Die Handwerker setzten anschließend eine große Kugel mit 95 Zentimetern Durchmesser und eine kleinere auf. Da in diesen aber kein Platz für eine Kartusche mit Dokumenten ist, fehlen diese sonst üblichen Zeitdokumente. Ob nicht die Tageszeitung und einige flache Euroscheine und Münzen hineingepasst hätten, ist schon fraglich.

Kirchenpfleger Rudolf Krapp, der bei diesen Arbeiten tatkräftig in 50 Meter Höhe mithalf, sagte: "Es liegt wirklich nicht an der Armut oder dem Geiz der Wattendorfer. Aber es war beim Abbau vor der Renovierung nichts drin, und so kommt auch jetzt nichts rein."

Vorletzter Akt war das Aufsetzen der Eisenverzierungen in die vier Himmelsrichtungen. Der Wattendorfer Gögga, der krönende Abschluss der Spitze, wurde als Schlussstück besonders vorsichtig aufgesetzt, denn er ist vergoldet worden. Dank eines neuen Kugellagers kann er sich nun auch wieder drehen und den Jurabewohnern die Windrichtung anzeigen.

Uwe Schubert von der Firma Hofmann hatte beim Abbau eine ganze Dose Caramba-Rostfrei gebraucht, da das alte Kugellager durch das Eindringen von Regen und Feuchtigkeit festgerostet war.
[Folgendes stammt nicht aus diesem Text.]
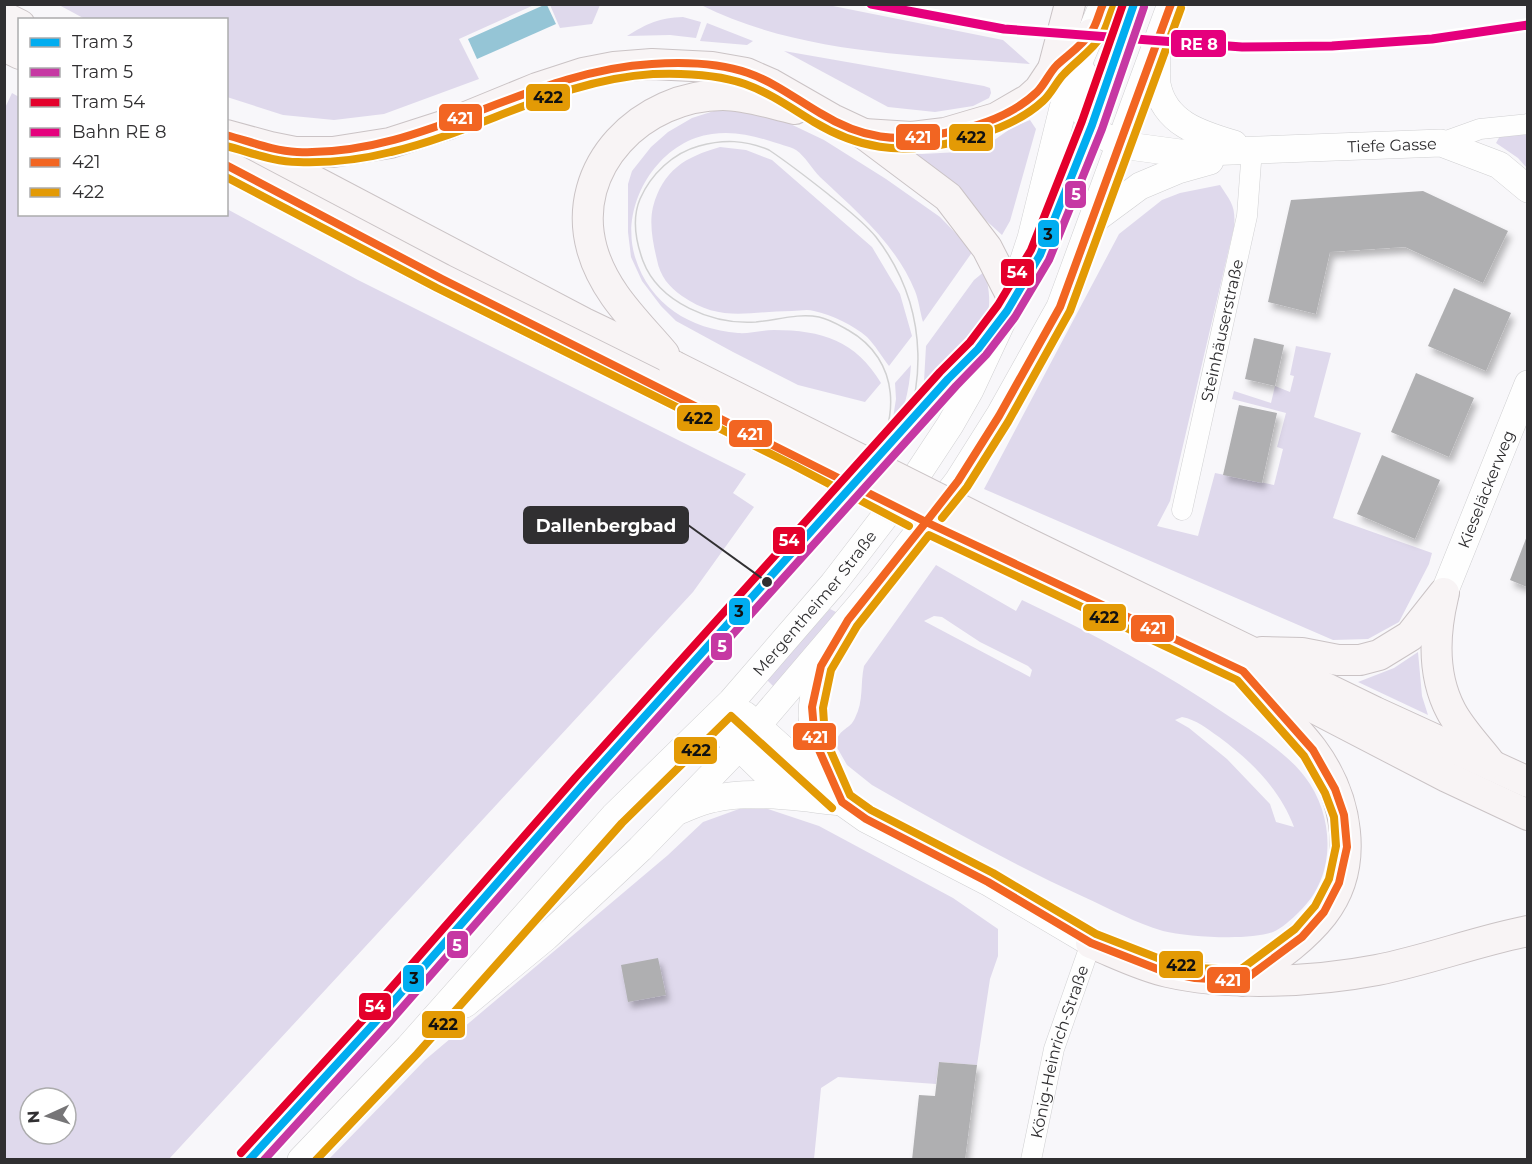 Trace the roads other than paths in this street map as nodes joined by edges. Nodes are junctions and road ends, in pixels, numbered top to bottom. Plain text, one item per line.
1 (1070, 4) edge
2 (1104, 4) edge
3 (1171, 4) edge
4 (4, 17) edge
5 (18, 24) edge
6 (1091, 33) junction
7 (4, 46) edge
8 (1157, 46) junction
9 (18, 53) edge
10 (1053, 69) junction
11 (832, 119) junction
12 (1527, 124) edge
13 (864, 134) junction
14 (228, 136) edge
15 (228, 136) edge
16 (1441, 143) junction
17 (1121, 145) junction
18 (1252, 149) junction
19 (228, 166) edge
20 (1527, 189) edge
21 (1094, 220) junction
22 (1012, 297) junction
23 (674, 366) junction
24 (1527, 384) edge
25 (1182, 510) dead end
26 (1013, 549) junction
27 (1444, 593) junction
28 (848, 620) junction
29 (1247, 661) junction
30 (721, 711) junction
31 (757, 727) junction
32 (738, 747) junction
33 (1494, 768) junction
34 (1527, 782) edge
35 (842, 802) junction
36 (677, 811) junction
37 (1527, 815) edge
38 (1527, 931) edge
39 (1091, 943) junction
40 (1243, 981) junction
41 (409, 1047) junction
42 (301, 1160) edge
43 (1031, 1160) edge

1 - 10 main road
2 - 6 main road, Mergentheimer Straße
2 - 17 main road, Mergentheimer Straße
3 - 8 main road, Mergentheimer Straße
4 - 5 main road
6 - 10 main road
6 - 22 main road, Mergentheimer Straße
7 - 9 main road
8 - 17 main road, Mergentheimer Straße
8 - 18 main road, Tiefe Gasse
10 - 13 main road
11 - 13 main road
11 - 14 main road
11 - 23 main road
12 - 16 street, Tiefe Gasse
13 - 22 main road
15 - 23 main road
16 - 18 main road, Tiefe Gasse
16 - 20 main road
17 - 18 main road, Tiefe Gasse
17 - 21 main road, Mergentheimer Straße
18 - 21 main road, Tiefe Gasse
18 - 25 street, Steinhäuserstraße
19 - 26 main road, bridge
21 - 28 main road, Mergentheimer Straße
22 - 30 main road, Mergentheimer Straße
23 - 26 main road, bridge
24 - 27 main road, Kieseläckerweg
26 - 29 main road
27 - 29 main road
27 - 33 main road
28 - 31 main road, Mergentheimer Straße
28 - 35 main road
29 - 33 main road
29 - 37 main road
29 - 40 main road
30 - 31 main road, König-Heinrich-Straße
30 - 32 main road, König-Heinrich-Straße
30 - 41 main road, Mergentheimer Straße
31 - 32 main road, Mergentheimer Straße
31 - 35 main road, König-Heinrich-Straße
32 - 35 main road, König-Heinrich-Straße
32 - 36 main road, Mergentheimer Straße
33 - 34 main road
35 - 36 main road
35 - 39 main road, König-Heinrich-Straße
36 - 41 main road, Mergentheimer Straße
38 - 40 main road
39 - 40 main road
39 - 43 street, König-Heinrich-Straße
41 - 42 main road, Mergentheimer Straße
Den jetzt abgenommenen Hahn hatte damals Pankratz Krapp, der Großvater des jetzigen Kirchenpflegers und ehemaligen Bürgermeisters Rudolf Krapp geschmiedet. "Da er keine Füße hatte", so Krapp, "musste er im Wirtshaus so viel Spott und Hohn über sich ergehen, dass er einen zweiten Gögga anfertigte."

Am Ende der Turmspitze sind nun Scheinwerfer angebracht, um den Turm von hier aus nachts zu bestrahlen.

Auch das Zifferblatt der Turmuhr wurde erneuert, da es zu marode war. Die Fassade der Kirche wurde überarbeitet und neu gestrichen. Die Maler setzten dabei die Fensteröffnungen am Langhaus ebenso wie die am Turm farblich ab. Das Kirchendach wurde ebenso wie das des Turmes überprüft und repariert.

Die Verantwortlichen der Kirche, Pfarrer Michael Morawietz aus Scheßlitz und die Kirchenräte, beschlossen, auch das Umfeld der Kirche zu sanieren. Das Wegenetz soll behindertengerecht für Rollator- und Rollstuhlfahrer durch ein zeitgemäßes Pflaster aus farbigen Betonsteinen ersetzt werden. Es solle nicht noch einmal passieren, dass sich eine Braut auf dem Weg zum Altar den Stöckelschuh abbricht, wurde unter anderem als Begründung angegeben.

Bis zum Kreismusikfest Mitte September werden die Pflasterarbeiten im Umgriff laut Architekt Georg Schilling zwar nicht ganz fertig sein, der Vorplatz soll dann nach den Feierlichkeiten in Angriff genommen werden. Das Gerüst um die Kirche wird aber bereits in der nächsten Woche weg sein und der fast schon berühmte "Wattendorfer Gögga" kann schon jetzt wieder in voller Pracht erstrahlen.

Die oft gestellte Frage: "Wann kommt denn unser Gögga wieder?", ist also beantwortet. Die Gesamtkosten sollen sich auf rund 250 000 Euro belaufen.